Further reading revealed the story of the young Coco's great love affair with the English polo player Arthur 'boy' Capel who in 1912 presented her with a romantic bouquet of Camellia japonica alba plena in the midst of their affair. It was apparently one of the the defining gestures that would carve the camelia into the heart of Chanel, becoming one of its signature designs. It is said that she considered the flower not only an enormous inspiration and the ideal addition to any outfit but being without scent it would not compete with the inimitable No.5.
We chatted about the affair that Coco Chanel had with Hugh Grosvenor- the then Duke of Westminster in the 1920's. Seemingly, the Duke had become so smitten by Coco Chanel that he ordered as 'a romantic gesture' all the lampposts on his Westminster estate in London be adorned with her interlinked initials painted in gold alongside an ornate W, which was his crest.

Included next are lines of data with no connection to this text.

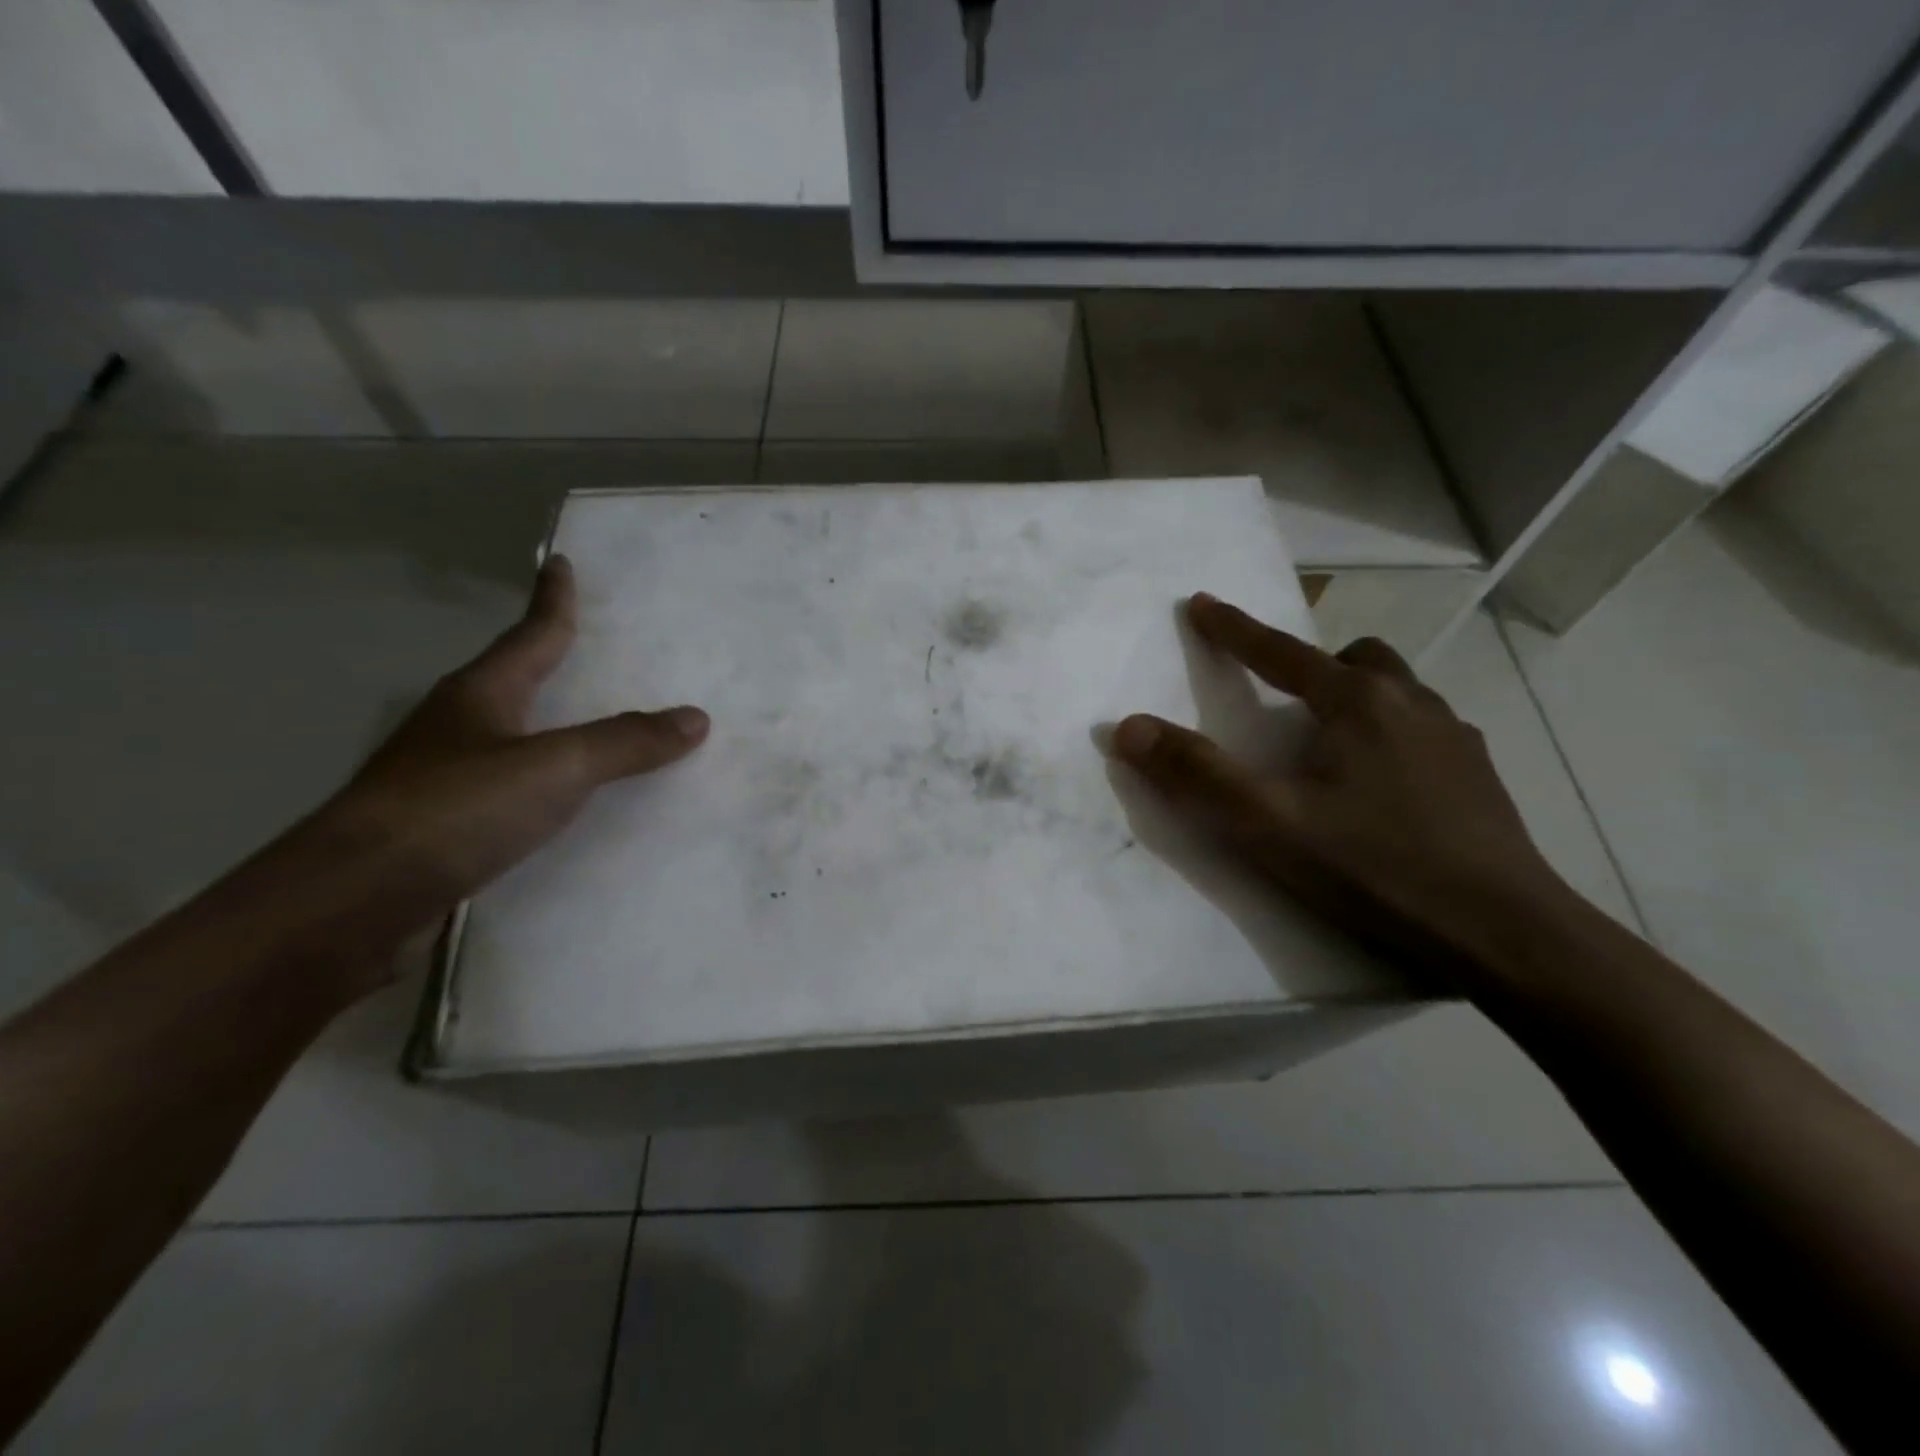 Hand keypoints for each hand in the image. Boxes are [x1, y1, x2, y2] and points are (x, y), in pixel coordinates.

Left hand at [324, 553, 708, 910]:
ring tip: (592, 717)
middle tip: (596, 645)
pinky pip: (511, 781)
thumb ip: (626, 742)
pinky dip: (544, 774)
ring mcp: (444, 773)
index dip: (552, 601)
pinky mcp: (444, 821)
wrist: (355, 900)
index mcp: (481, 694)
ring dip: (549, 719)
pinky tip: (565, 795)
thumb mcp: (555, 768)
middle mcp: (459, 724)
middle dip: (551, 658)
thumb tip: (696, 717)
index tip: (563, 563)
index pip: (531, 635)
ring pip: (511, 731)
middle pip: (515, 677)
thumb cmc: (456, 809)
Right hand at [1109, 594, 1570, 987]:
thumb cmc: (1372, 867)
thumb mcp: (1267, 823)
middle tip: (1284, 702)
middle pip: (1353, 658)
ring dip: (1356, 698)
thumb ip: (1195, 772)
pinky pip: (1423, 728)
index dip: (1232, 628)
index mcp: (1356, 702)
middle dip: (1312, 665)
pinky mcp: (1479, 775)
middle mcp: (1410, 702)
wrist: (1501, 932)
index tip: (1201, 603)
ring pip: (1397, 691)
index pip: (1279, 651)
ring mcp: (1454, 737)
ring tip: (1330, 746)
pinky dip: (1390, 734)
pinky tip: (1381, 786)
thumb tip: (1128, 727)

Still to this day Westminster city council is frequently asked by the fashion press if the double c's stand for Coco Chanel and they have a rather more pedestrian story to tell. Apparently the W stands for Westminster, the two C’s stand for City Council.
I see the lampposts on a daily basis but never really believed that these logos would be connected to Chanel being in central London but I'm coming round to liking the idea that vintage romance is etched into the city's skin.